Placentinus, Summa “Cum essem Mantue” (on actions)
Quaestiones de iuris subtilitatibus
The outcome is striking. The map reveals a revised geography of the spreading of learned law through Europe. The traditional narrative tells of the lucky rediscovery of the Digest in Italy; of the beginning of legal studies at Bologna, and of the journey of the new legal knowledge across the Alps, first in southern France and later all over Europe. Now, the places of origin, of temporary holding, and of actual preservation of our manuscripts appear much more uniformly distributed all over the European space, including today’s England, Northern France, Eastern Spain, Germany, Belgium, Low Countries, Switzerland and Austria. Take the example of Perpendiculum: originating in England, soon received in Northern France and in the Rhineland, arrived in Sicily and on to the Holy Land (Sidon); it was received by Italian scholarship and became the model for new collections of brocards by Pillius and finally Azo. A long journey that had Bologna not as starting point, but as final destination.

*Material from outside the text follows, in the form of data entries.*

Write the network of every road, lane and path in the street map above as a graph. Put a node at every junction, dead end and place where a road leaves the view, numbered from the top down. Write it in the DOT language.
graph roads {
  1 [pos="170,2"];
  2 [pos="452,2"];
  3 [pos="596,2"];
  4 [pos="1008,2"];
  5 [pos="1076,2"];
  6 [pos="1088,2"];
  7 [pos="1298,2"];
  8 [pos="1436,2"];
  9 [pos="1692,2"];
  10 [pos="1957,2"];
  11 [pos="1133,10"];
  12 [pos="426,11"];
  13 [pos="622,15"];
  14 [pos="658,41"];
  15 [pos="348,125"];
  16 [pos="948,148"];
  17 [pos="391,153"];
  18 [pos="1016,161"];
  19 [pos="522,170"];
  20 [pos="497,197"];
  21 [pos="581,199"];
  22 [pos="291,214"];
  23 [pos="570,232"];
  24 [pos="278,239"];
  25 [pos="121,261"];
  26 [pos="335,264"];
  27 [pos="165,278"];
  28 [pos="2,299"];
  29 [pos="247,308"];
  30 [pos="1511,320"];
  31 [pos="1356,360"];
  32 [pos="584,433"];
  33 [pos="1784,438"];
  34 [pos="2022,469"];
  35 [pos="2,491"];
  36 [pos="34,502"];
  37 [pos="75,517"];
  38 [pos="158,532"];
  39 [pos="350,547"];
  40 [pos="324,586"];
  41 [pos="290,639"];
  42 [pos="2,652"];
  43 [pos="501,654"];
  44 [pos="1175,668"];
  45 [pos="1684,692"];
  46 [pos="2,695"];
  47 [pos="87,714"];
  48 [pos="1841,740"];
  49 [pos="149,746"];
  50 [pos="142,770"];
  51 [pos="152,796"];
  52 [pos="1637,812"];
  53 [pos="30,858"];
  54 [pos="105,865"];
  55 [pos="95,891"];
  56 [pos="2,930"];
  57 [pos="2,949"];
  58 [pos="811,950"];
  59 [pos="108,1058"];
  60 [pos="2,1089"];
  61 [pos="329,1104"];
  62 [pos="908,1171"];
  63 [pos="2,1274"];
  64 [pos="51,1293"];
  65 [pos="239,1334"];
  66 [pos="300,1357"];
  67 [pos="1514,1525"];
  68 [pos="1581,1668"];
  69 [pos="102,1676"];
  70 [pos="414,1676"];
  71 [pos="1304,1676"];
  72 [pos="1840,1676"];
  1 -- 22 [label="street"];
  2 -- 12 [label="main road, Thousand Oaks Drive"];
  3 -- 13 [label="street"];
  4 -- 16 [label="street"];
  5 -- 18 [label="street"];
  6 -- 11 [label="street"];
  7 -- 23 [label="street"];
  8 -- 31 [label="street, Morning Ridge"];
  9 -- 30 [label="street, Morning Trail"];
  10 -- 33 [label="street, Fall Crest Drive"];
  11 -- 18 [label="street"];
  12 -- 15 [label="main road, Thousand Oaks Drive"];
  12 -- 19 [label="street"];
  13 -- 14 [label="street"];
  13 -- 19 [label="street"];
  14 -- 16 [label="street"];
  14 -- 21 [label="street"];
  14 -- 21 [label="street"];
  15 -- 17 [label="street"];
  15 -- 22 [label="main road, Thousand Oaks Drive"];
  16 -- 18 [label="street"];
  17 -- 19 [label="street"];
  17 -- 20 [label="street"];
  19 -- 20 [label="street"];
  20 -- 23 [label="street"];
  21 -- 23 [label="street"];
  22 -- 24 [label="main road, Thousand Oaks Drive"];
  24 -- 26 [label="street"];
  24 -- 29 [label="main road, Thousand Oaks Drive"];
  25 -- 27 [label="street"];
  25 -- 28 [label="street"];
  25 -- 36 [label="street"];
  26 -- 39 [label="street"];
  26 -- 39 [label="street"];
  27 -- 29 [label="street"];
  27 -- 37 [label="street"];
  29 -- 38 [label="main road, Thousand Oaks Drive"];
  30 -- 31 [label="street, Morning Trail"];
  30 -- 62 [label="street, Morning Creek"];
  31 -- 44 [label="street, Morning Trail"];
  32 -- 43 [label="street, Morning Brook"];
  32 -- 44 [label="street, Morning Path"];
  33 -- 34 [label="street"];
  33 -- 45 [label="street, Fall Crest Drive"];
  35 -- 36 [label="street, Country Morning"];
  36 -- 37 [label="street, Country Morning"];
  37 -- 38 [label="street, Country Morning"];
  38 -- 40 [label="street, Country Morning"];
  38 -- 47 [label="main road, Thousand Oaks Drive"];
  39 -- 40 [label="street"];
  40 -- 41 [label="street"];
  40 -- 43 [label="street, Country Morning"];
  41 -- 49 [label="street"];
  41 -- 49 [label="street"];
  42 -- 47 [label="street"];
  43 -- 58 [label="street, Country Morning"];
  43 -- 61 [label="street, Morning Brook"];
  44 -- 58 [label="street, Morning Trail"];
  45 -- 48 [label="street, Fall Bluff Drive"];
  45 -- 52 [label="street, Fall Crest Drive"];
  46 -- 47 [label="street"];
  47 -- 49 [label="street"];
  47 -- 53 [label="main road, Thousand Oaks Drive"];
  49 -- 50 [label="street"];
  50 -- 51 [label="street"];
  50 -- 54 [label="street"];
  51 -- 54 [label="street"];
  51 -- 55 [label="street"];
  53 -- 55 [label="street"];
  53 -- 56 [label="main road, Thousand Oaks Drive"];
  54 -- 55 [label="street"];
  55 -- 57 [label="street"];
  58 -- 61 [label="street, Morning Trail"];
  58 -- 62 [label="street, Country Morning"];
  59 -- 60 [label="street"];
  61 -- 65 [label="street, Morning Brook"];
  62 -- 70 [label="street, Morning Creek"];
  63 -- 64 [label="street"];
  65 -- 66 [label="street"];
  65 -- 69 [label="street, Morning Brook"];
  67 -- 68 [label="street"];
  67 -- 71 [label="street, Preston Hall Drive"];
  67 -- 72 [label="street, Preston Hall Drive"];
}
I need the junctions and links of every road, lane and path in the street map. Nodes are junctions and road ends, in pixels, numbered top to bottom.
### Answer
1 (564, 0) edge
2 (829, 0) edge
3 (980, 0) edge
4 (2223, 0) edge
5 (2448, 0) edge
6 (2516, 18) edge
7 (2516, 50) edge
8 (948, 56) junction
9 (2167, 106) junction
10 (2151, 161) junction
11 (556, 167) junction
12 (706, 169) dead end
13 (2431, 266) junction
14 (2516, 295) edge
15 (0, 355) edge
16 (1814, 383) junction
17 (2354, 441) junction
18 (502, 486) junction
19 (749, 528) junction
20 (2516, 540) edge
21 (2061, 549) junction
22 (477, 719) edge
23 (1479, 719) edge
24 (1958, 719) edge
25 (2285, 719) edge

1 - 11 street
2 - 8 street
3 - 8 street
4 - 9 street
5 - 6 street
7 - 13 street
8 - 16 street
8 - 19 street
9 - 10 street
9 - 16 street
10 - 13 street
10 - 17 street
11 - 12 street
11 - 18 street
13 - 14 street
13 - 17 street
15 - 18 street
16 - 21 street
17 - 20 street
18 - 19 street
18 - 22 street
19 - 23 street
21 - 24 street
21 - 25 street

We think that our experiment confirms what the late Peter Landau observed in an essay of 2008 (Von Halle nach Harvard, RG 13, p. 157): The researches of Kuttner and Gouron “lead to a completely new image of the legal ‘revival’ of the 12th century, with law schools in Provence, Paris, Reims, Cologne, Lincoln in England and perhaps even in Ireland”. The Map shows that Landau was right, and that the image offered by current handbooks is “surely outdated”.
Furthermore, following the very limited path marked by our 10 legal writings, we walk through a door that lead us into an unexpected intellectual environment, where the borders between disciplines are much more permeable than we used to think. Canon Law and Roman Law seem to be part of the very same library, along with other knowledges which were part of the blossoming scholasticism.